Source material:
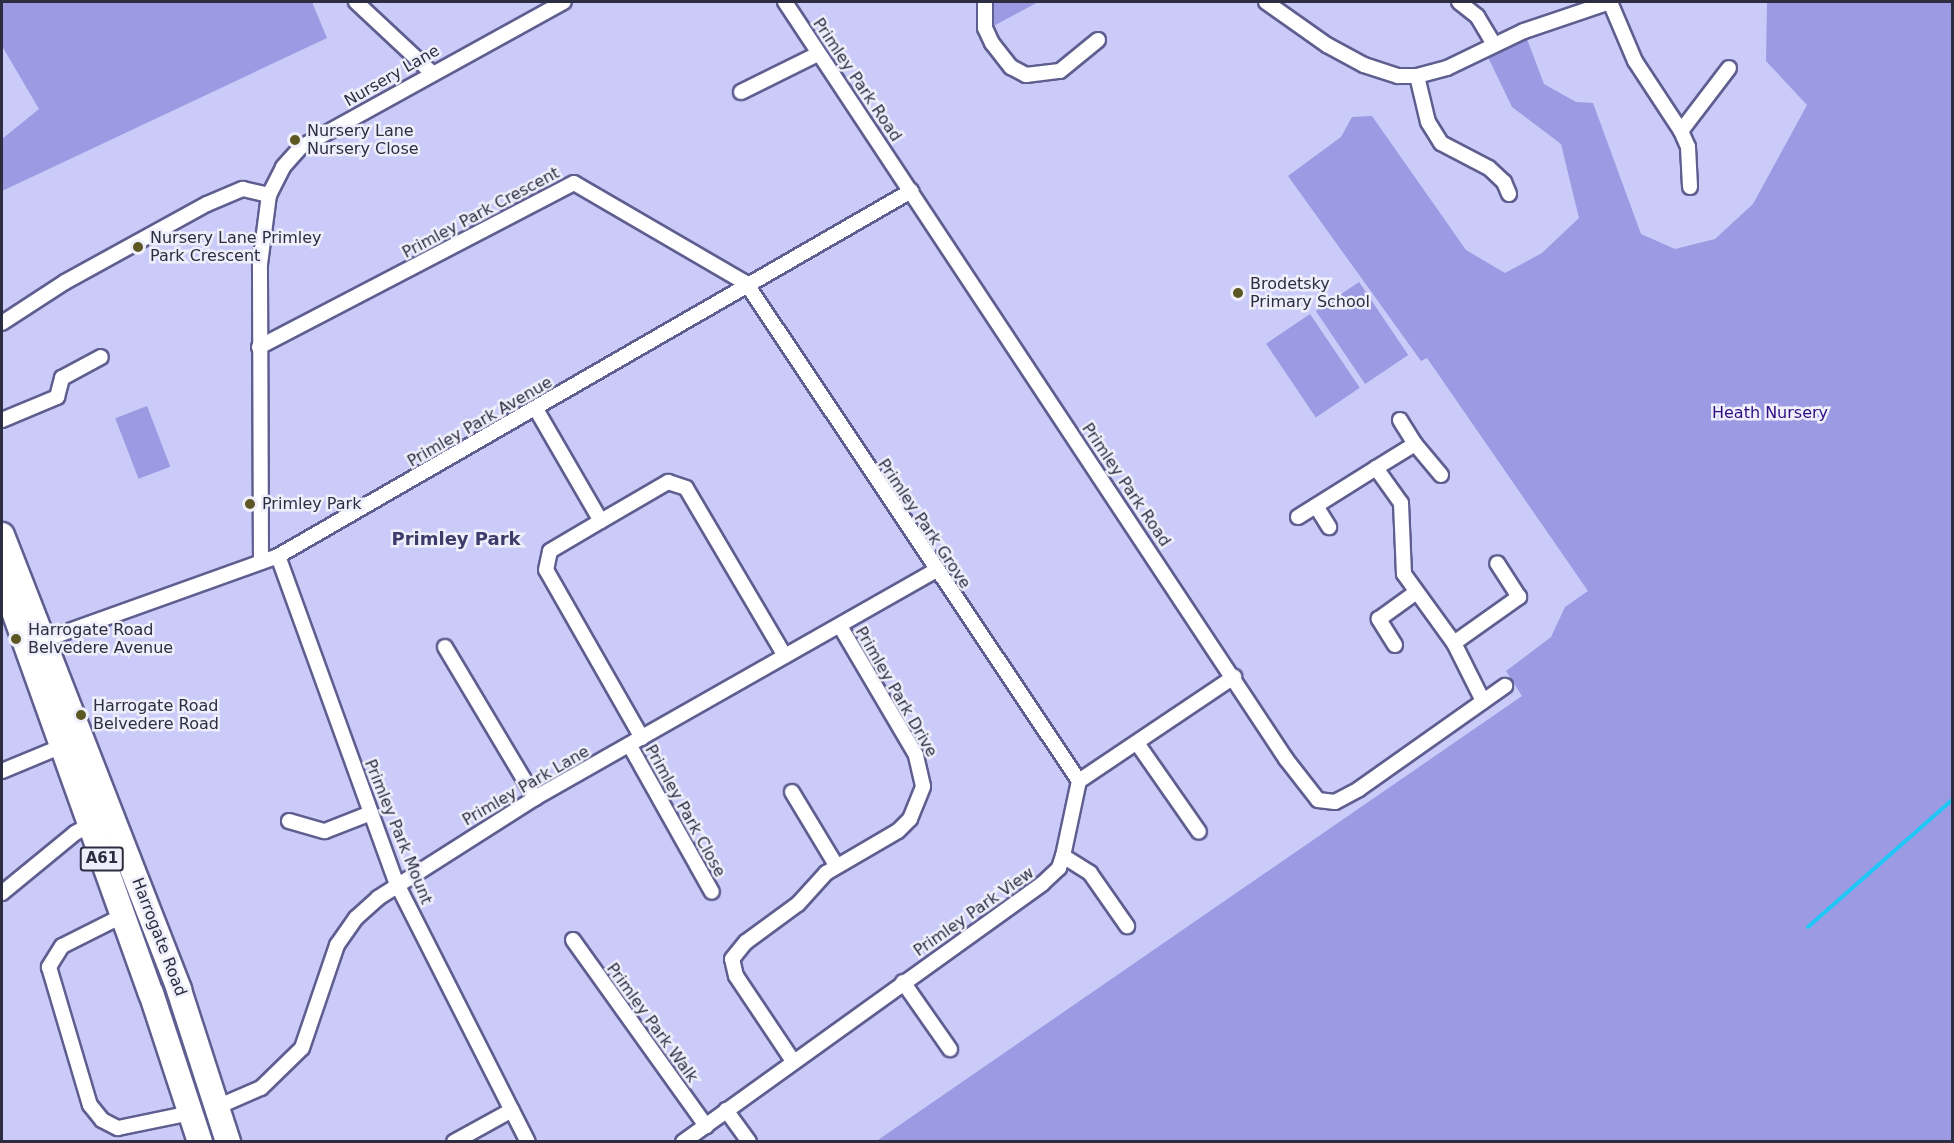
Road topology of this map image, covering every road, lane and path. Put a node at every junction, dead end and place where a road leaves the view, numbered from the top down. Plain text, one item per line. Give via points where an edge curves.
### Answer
1 (356, 2) edge
2 (564, 2) edge
3 (785, 2) edge
4 (986, 2) edge
5 (1266, 2) edge
6 (1459, 2) edge
7 (1610, 2) edge
8 (1098, 40) dead end
9 (1494, 44) junction
10 (818, 54) junction
11 (1730, 68) dead end
12 (431, 72) junction
13 (1418, 76) junction
14 (741, 92) dead end
15 (1681, 131) junction
16 (1690, 187) dead end
17 (911, 191) junction
18 (1509, 194) dead end
19 (269, 195) junction
20 (746, 283) junction
21 (2, 323) edge
22 (259, 347) junction
23 (101, 357) dead end
24 (536, 409) junction
25 (2, 420) edge
26 (1400, 420) dead end
27 (1415, 444) junction
28 (1376, 468) junction
29 (1441, 475) dead end
30 (1316, 506) junction
31 (1298, 517) dead end
32 (601, 521) junction
33 (1329, 527) dead end
34 (2, 535) edge
35 (278, 556) junction
36 (261, 562) junction
37 (1497, 563) dead end
38 (935, 571) junction
39 (6, 578) edge
40 (1415, 593) junction
41 (840, 626) junction
42 (44, 640) junction
43 (1454, 643) junction
44 (1395, 645) dead end
45 (445, 647) dead end
46 (785, 656) junction
47 (1234, 677) junction
48 (1504, 686) dead end
49 (1483, 701) junction
50 (636, 742) junction
51 (1137, 743) junction
52 (60, 747) junction
53 (2, 771) edge
54 (1079, 781) junction
55 (792, 792) dead end
56 (535, 798) junction
57 (371, 813) junction
58 (112, 816) junction
59 (289, 821) dead end
60 (89, 825) junction
61 (1199, 832) dead end
62 (1063, 856) junction
63 (836, 865) junction
64 (397, 884) junction
65 (712, 892) dead end
66 (2, 893) edge
67 (124, 915) junction
68 (1127, 926) dead end
69 (573, 940) dead end
70 (903, 982) junction
71 (195, 1038) junction
72 (950, 1049) dead end
73 (793, 1061) junction
74 (217, 1107) junction
75 (512, 1110) junction
76 (726, 1110) junction
77 (191, 1113) junction
78 (706, 1126) junction
79 (200, 1142) edge
80 (220, 1142) edge
81 (228, 1142) edge
82 (454, 1142) edge
83 (528, 1142) edge
84 (683, 1142) edge
85 (749, 1142) edge

1 - 12 street
2 - 12 street, Nursery Lane
3 - 10 street, Primley Park Road
4 - 8 street via 985,28 992,44 1011,67 1026,75 1060,71
5 - 13 street via 1327,45 1364,65 1398,76
6 - 9 street via 1477,16
7 - 9 street
7 - 15 street via 1635,61
9 - 13 street via 1447,68
10 - 14 street
10 - 17 street, Primley Park Road
11 - 15 street
12 - 19 street, Nursery Lane via 302,147 283,168
13 - 18 street via 1428,122 1441,143 1489,168 1504,182
15 - 16 street via 1688,147
17 - 20 street, Primley Park Avenue
17 - 47 street, Primley Park Road
19 - 21 street via 243,189 207,204 65,282
19 - 22 street via 260,264
20 - 22 street, Primley Park Crescent via 574,183
20 - 24 street, Primley Park Avenue
20 - 38 street, Primley Park Grove
22 - 36 street
23 - 25 street via 62,378 57,397
24 - 32 street
24 - 35 street, Primley Park Avenue
26 - 27 street
27 - 28 street
27 - 29 street
28 - 30 street
28 - 40 street via 1401,503 1404,574
30 - 31 street
30 - 33 street
32 - 46 street, Primley Park Close via 668,482 686,488
32 - 50 street, Primley Park Close via 550,551 546,570
34 - 39 highway, Harrogate Road / A61
35 - 36 street, Primley Park Avenue
35 - 57 street, Primley Park Mount
36 - 42 street, Primley Park Avenue
37 - 43 street via 1519,597
38 - 41 street, Primley Park Lane
38 - 54 street, Primley Park Grove
39 - 42 highway, Harrogate Road / A61
39 - 52 highway, Harrogate Road / A61
40 - 43 street
40 - 44 street via 1379,619
41 - 46 street, Primley Park Lane
41 - 63 street, Primley Park Drive via 916,755 923,786 914,812 898,831
42 - 58 highway, Harrogate Road / A61
43 - 49 street
45 - 56 street
46 - 50 street, Primley Park Lane
47 - 49 street, Primley Park Road via 1286,759 1318,800 1335,802
47 - 51 street
48 - 49 street, Primley Park Road
50 - 56 street, Primley Park Lane
50 - 65 street, Primley Park Close
51 - 54 street
51 - 61 street
52 - 53 street
52 - 60 highway, Harrogate Road / A61
54 - 62 street, Primley Park View
55 - 63 street
56 - 64 street, Primley Park Lane
57 - 59 street via 325,831
57 - 64 street, Primley Park Mount
58 - 60 street
58 - 71 highway, Harrogate Road / A61
60 - 66 street
60 - 67 highway, Harrogate Road / A61
62 - 68 street via 1090,873
62 - 70 street, Primley Park View via 1059,868 1043,884
63 - 73 street, Primley Park Drive via 790,912 746,942 732,959 736,976
64 - 74 street, Primley Park Lane via 356,918 337,945 302,1048 261,1088
64 - 75 street, Primley Park Mount
67 - 77 highway, Harrogate Road / A61
67 - 77 street via 62,946 49,967 90,1105 102,1120 118,1128
69 - 78 street, Primley Park Walk
70 - 72 street
70 - 73 street, Primley Park View
71 - 74 highway, Harrogate Road / A61
71 - 77 highway via 178,1049 195,1099
73 - 76 street, Primley Park View
74 - 80 highway via 213,1119
74 - 81 highway, Harrogate Road / A61
75 - 82 street
75 - 83 street, Primley Park Mount
76 - 78 street, Primley Park View
76 - 85 street
77 - 79 highway, Harrogate Road / A61
78 - 84 street, Primley Park View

Aim of the task:
List all lines in the material containing the string "Avenue".

Response:
17 - 20 street, Primley Park Avenue
20 - 24 street, Primley Park Avenue
24 - 35 street, Primley Park Avenue
35 - 36 street, Primley Park Avenue
36 - 42 street, Primley Park Avenue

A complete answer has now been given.